Ce qui est improbable, mais ça va les retenir.

Moi, je file avec mes troupes et un de vos pilotes. Votre machine, mérite que je ne fasse pas trop de fausses manœuvres avec. Et comme je n’ai pas trop le temps de suivre des cours de pilotage accélérés, tâchez de me fournir celui qui est censé le ramener en un seul morceau.

– Vous allez où ?

– Mais j’en pose des questions, moi ? Faites ce que je dis où je me fâche. Et en ce moment, j’ai le sang chaud !

– Bien, bien ! »

Du calme.

 

Qui lui refourguer ? Soit il choisit Ilke mais ce serait prendre le risque de saboter le parcours, car ce n’est pas le pilote le plus habile, soit il désigne Axel. C’est un bon élément, assez adroit et si le vaisseau revient, il aura bien eu l’idée de noter jusqu’où cet ambassadeur-là emmène les Krabitz.

Pour une opération ultérieure. 

Seulement voilà, Axel est déjà embarqué sur la chaloupe d’évacuation.
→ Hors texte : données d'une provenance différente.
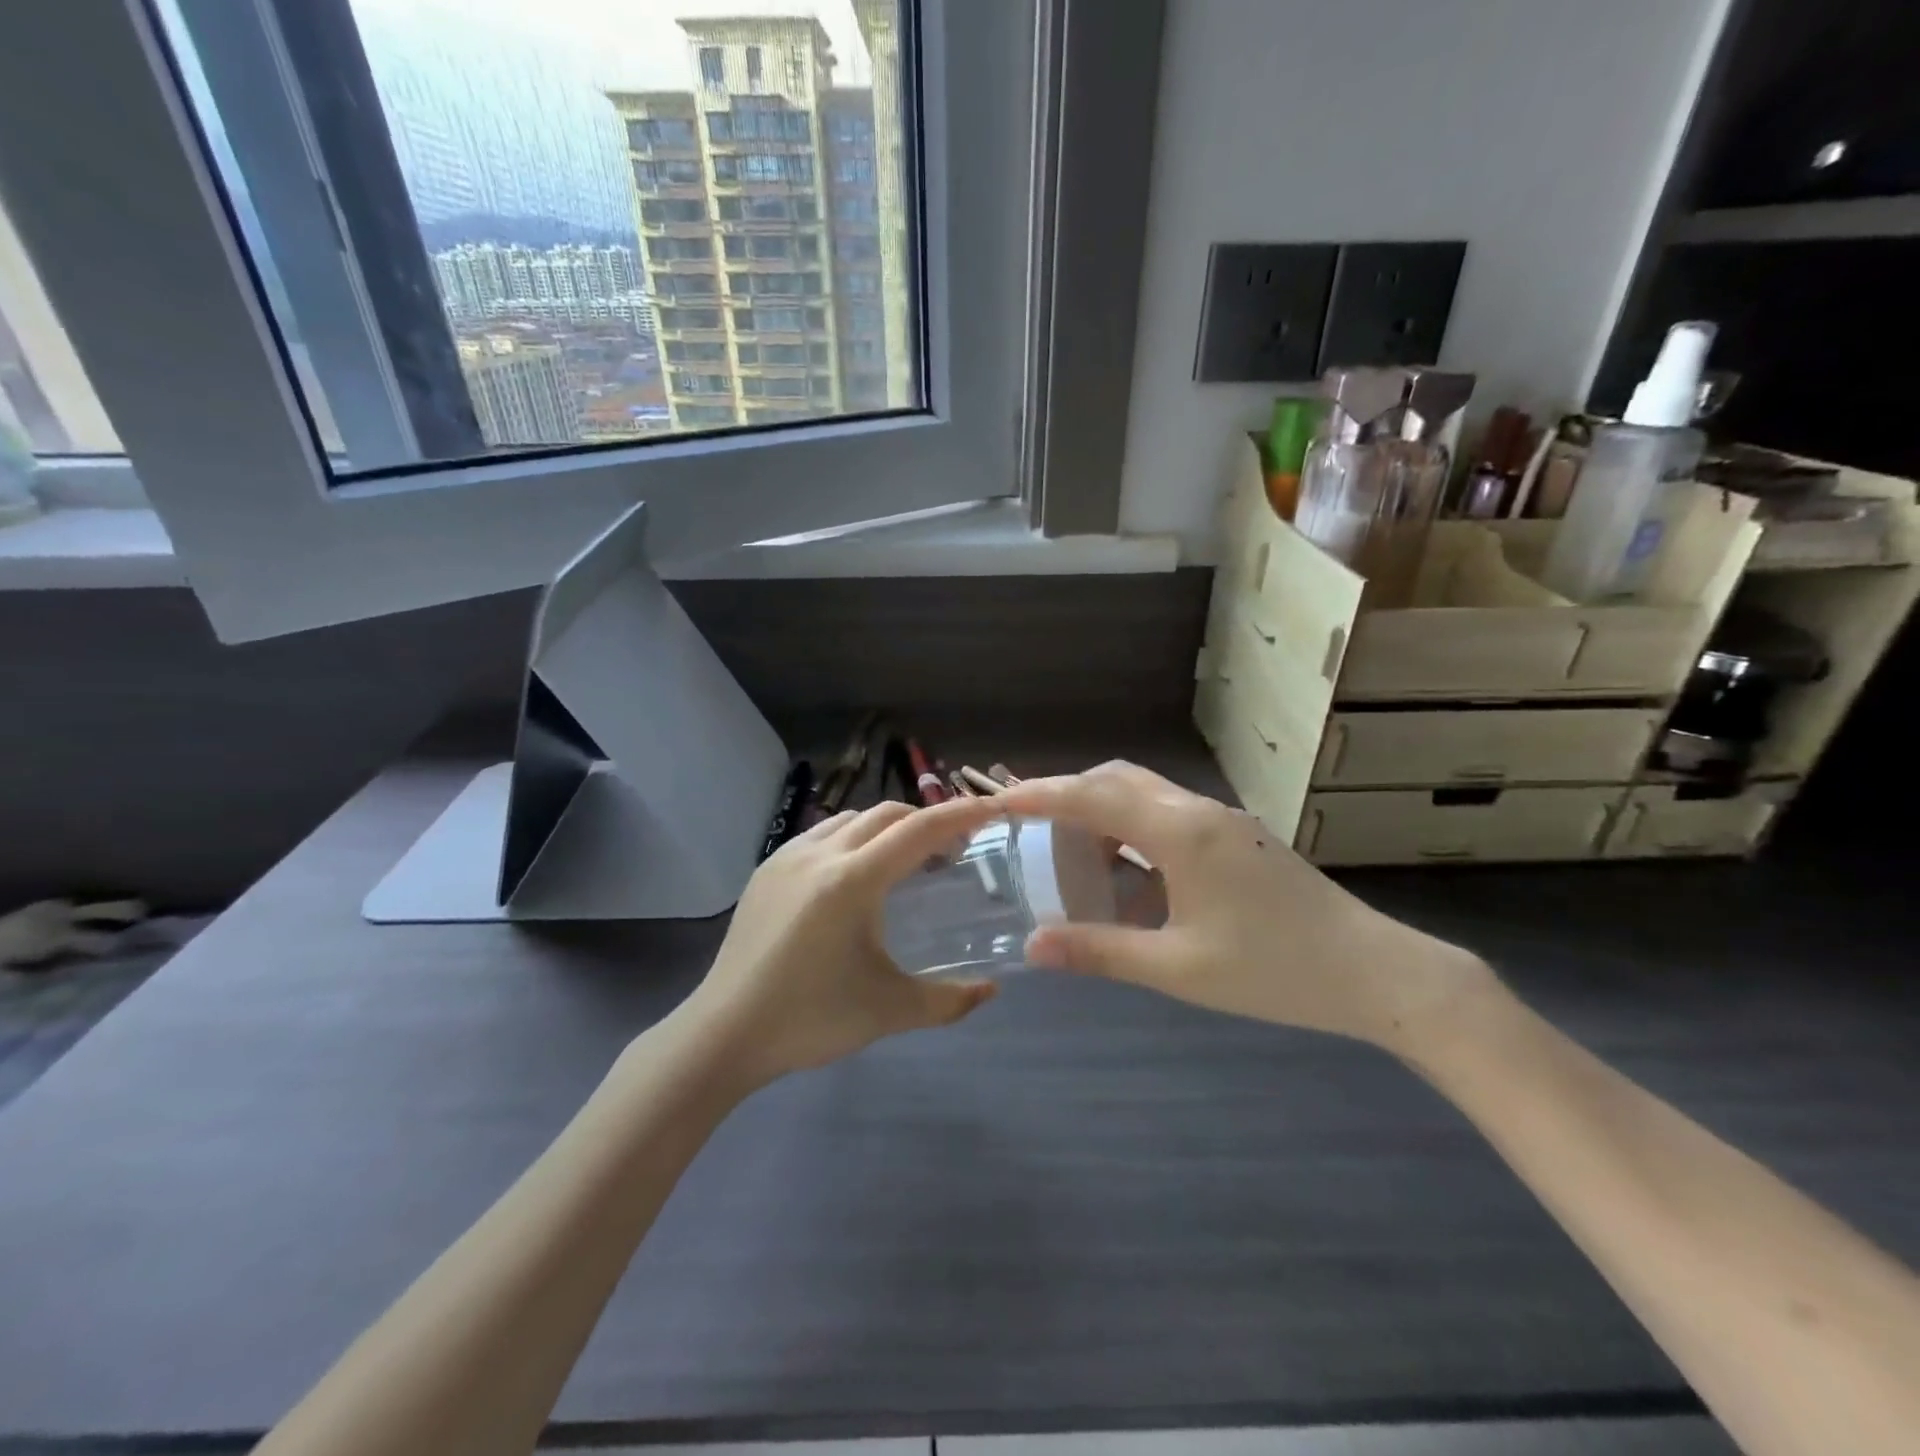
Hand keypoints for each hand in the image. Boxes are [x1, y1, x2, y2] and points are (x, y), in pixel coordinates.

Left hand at [677, 797, 1004, 1087]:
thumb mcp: (889, 1011)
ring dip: (886, 826)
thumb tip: (991, 991)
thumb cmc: (811, 1018)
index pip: (919, 830)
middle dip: (925, 820)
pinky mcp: (766, 869)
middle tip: (951, 849)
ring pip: (850, 819)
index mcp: (853, 881)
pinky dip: (851, 837)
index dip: (960, 814)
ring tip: (904, 859)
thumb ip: (948, 1000)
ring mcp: (787, 857)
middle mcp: (821, 854)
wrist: (724, 1033)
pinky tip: (853, 874)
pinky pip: (820, 834)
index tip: (991, 808)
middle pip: (886, 814)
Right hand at [999, 762, 1493, 1052]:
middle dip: (1069, 796)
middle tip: (1031, 829)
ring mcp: (1223, 821)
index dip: (1040, 795)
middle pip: (1117, 780)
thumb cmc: (1274, 971)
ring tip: (1075, 861)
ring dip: (1104, 815)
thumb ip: (1100, 951)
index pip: (1092, 797)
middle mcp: (1198, 811)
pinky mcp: (1239, 838)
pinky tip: (1132, 884)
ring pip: (1146, 795)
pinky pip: (1170, 818)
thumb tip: (1033, 946)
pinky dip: (1135, 834)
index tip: (997, 800)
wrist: (1375, 974)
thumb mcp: (1178, 968)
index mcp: (1179, 833)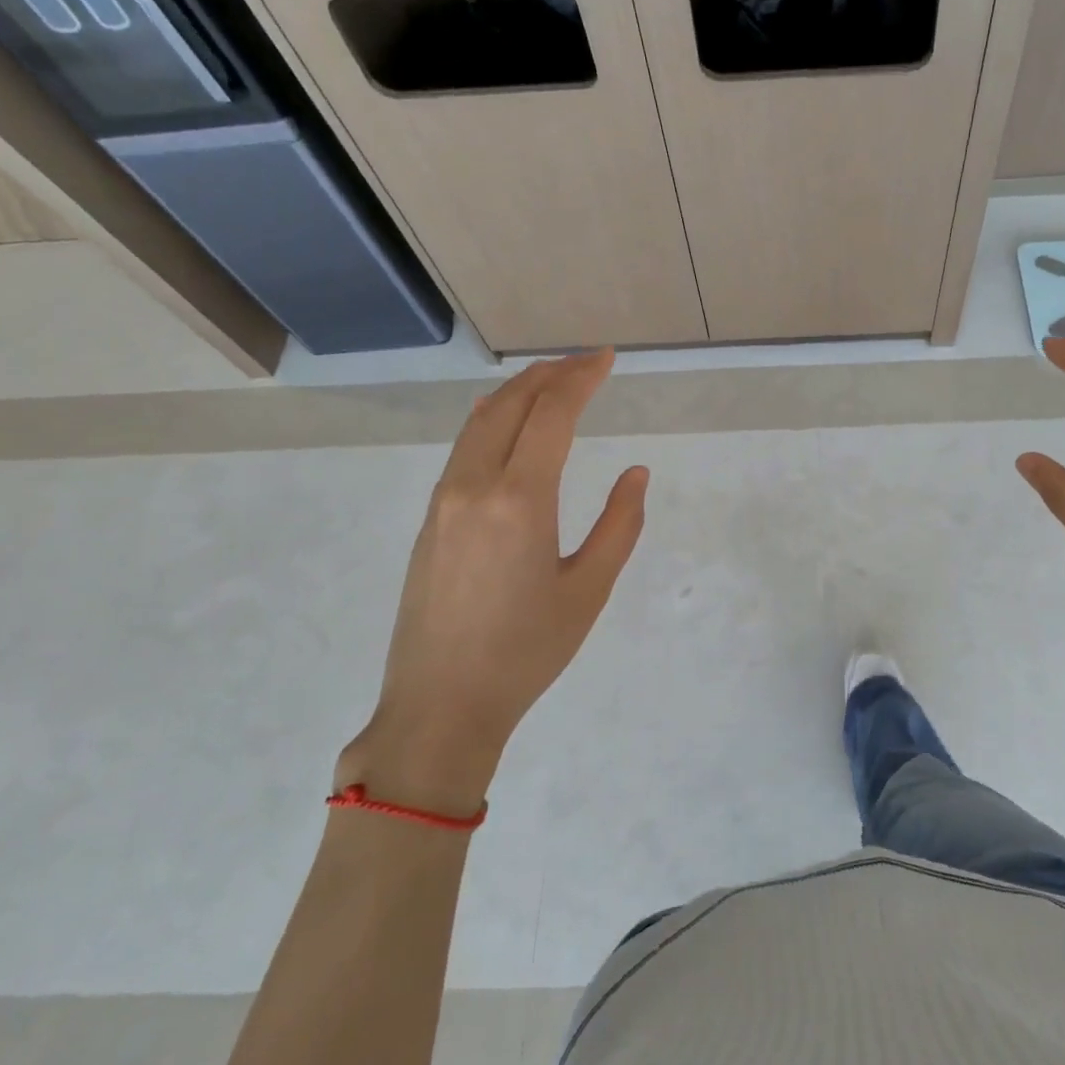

Il faut le sortir de là.

« – Et pourquoi moi, Amiral ?

– Parce que j’ai besoin d’une personne de confiance.

– Ilke ferait l’affaire. Non mais, je ne comprends pas Amiral. Je ne vais quand même pas voyager avec ce rustre-là, seul jusqu’à je ne sais où ?

– Il affirme en avoir pour 260 de ses semaines à lui…

– Et ça fait combien des nôtres ? »

Comment peut-il savoir…

« – Non mais Amiral ! Vous ne pouvez pas me faire ça… J’ai toujours été bien noté. Je ne vais pas voyager avec cette bête toute poilue tout de même.

– Si ! Et justement parce que vous êtes bien noté. Votre mission, c’est de nous faire un rapport de l’endroit où il va. C’est absolument essentiel. Et je m’occupe de votre avancement et de votre solde… Avec prime de risque doublée !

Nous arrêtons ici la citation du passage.